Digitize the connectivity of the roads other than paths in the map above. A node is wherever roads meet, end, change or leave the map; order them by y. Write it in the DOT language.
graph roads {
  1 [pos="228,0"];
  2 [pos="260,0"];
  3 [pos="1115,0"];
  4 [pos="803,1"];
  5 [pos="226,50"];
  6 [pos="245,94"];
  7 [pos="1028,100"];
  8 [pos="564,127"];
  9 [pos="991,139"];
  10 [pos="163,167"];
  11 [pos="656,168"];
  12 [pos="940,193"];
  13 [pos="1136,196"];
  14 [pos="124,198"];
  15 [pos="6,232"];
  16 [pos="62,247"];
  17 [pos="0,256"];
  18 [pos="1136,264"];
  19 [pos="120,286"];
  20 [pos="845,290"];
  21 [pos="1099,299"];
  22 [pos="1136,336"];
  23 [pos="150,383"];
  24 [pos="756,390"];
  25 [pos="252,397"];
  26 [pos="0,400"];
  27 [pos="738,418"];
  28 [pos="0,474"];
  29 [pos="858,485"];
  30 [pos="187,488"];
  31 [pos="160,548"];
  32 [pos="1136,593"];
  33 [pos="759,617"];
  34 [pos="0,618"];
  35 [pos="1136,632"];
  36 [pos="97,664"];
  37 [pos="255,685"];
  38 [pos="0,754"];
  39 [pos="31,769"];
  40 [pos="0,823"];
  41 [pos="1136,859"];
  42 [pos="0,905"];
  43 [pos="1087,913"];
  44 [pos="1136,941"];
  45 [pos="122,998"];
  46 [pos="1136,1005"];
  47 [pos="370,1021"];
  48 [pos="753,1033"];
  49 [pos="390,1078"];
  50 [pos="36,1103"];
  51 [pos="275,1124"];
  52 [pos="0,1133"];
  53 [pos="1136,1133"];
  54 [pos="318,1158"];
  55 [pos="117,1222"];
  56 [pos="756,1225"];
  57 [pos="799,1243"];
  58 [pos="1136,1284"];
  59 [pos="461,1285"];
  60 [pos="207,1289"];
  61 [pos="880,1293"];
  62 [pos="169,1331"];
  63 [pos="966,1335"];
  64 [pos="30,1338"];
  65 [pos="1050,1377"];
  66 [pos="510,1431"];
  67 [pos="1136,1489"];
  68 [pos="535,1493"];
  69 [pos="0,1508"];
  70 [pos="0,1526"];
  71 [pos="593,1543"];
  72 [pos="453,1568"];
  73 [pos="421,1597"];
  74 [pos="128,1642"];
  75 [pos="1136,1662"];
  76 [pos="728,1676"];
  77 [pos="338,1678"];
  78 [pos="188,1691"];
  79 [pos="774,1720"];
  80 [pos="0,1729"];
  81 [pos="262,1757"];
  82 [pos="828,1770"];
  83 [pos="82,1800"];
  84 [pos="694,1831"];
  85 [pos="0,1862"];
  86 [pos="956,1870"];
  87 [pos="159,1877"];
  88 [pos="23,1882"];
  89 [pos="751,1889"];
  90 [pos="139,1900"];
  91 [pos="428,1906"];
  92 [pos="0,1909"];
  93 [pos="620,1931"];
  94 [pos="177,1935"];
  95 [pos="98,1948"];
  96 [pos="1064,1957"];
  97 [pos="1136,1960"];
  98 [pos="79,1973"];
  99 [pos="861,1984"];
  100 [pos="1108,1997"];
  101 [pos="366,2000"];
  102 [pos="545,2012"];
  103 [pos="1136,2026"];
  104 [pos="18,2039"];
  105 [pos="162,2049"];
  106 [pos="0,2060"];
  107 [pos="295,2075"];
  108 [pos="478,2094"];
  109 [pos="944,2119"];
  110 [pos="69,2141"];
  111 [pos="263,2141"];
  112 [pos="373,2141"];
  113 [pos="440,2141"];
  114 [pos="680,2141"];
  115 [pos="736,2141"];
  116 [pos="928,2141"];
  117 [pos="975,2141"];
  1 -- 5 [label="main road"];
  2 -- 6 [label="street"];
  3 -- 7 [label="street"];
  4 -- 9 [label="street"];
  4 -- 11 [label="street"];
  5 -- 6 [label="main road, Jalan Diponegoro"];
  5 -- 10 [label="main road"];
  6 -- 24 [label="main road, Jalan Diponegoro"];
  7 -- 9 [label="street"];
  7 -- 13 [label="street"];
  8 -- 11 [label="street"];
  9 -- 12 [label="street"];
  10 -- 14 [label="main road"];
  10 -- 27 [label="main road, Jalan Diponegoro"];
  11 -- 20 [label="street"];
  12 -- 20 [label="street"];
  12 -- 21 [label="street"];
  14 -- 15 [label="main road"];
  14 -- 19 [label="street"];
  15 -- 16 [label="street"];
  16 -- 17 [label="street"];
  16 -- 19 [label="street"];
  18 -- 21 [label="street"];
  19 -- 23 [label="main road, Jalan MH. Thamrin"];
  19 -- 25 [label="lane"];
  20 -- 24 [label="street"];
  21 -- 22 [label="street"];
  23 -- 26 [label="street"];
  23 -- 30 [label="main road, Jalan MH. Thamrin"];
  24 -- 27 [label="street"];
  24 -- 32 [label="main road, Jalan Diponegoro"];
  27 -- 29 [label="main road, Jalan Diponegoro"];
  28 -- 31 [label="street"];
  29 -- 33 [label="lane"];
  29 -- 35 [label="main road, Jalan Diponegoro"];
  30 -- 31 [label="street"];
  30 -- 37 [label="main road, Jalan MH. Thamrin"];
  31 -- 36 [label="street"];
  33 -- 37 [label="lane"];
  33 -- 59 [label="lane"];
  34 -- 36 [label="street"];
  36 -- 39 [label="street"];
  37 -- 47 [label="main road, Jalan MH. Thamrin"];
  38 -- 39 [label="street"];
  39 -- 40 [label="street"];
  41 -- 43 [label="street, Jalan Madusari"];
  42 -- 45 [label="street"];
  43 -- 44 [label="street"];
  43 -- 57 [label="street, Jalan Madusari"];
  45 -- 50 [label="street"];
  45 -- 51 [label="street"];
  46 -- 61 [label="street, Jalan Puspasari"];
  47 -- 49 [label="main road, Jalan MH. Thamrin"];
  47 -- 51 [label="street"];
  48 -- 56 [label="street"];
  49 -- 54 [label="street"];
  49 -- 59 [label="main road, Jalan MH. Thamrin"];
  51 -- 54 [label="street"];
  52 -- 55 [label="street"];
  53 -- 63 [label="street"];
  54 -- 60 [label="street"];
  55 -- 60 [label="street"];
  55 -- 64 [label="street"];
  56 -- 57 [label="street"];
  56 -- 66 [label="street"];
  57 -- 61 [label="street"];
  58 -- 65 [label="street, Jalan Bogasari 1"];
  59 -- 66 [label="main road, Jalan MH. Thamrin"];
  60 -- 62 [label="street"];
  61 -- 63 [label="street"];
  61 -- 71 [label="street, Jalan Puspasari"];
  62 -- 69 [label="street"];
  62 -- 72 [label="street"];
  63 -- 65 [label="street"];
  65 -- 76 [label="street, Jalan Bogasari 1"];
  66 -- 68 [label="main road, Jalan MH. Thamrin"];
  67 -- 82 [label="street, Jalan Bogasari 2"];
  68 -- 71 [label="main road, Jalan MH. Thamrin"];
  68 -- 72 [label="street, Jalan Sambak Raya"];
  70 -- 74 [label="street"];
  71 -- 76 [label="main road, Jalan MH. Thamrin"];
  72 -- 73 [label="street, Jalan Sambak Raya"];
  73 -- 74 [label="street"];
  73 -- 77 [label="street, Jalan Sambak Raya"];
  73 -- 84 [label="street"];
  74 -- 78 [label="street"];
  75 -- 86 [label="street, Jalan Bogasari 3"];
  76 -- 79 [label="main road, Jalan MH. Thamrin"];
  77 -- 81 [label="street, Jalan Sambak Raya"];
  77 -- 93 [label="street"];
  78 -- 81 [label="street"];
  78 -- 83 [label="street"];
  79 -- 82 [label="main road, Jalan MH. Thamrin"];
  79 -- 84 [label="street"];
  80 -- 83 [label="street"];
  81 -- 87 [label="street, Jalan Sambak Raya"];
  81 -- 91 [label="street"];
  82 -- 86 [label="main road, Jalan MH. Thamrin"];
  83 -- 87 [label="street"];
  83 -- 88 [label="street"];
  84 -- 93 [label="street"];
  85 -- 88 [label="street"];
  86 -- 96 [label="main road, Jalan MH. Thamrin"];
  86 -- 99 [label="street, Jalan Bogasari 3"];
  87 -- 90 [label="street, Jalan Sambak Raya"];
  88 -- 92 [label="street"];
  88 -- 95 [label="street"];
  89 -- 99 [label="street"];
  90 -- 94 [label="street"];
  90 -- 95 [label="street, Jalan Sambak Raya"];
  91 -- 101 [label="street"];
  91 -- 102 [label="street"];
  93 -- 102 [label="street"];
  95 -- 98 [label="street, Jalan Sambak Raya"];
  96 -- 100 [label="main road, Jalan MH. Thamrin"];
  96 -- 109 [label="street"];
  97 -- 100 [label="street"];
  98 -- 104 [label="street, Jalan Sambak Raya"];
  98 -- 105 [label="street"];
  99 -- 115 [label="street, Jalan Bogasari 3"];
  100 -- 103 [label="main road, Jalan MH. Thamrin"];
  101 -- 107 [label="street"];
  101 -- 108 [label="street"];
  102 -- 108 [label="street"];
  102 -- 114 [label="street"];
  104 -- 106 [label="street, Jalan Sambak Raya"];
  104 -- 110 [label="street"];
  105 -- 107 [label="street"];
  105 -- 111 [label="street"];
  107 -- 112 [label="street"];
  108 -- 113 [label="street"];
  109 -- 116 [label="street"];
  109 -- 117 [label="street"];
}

HOW TO COMPLETE THIS TASK:
Search the data above for the word "roads". Copy each line it is in.

EXERCISE SOLUTION:
Digitize the connectivity of the roads other than paths in the map above. A node is wherever roads meet, end, change or leave the map; order them by y. Write it in the DOT language.
graph roads {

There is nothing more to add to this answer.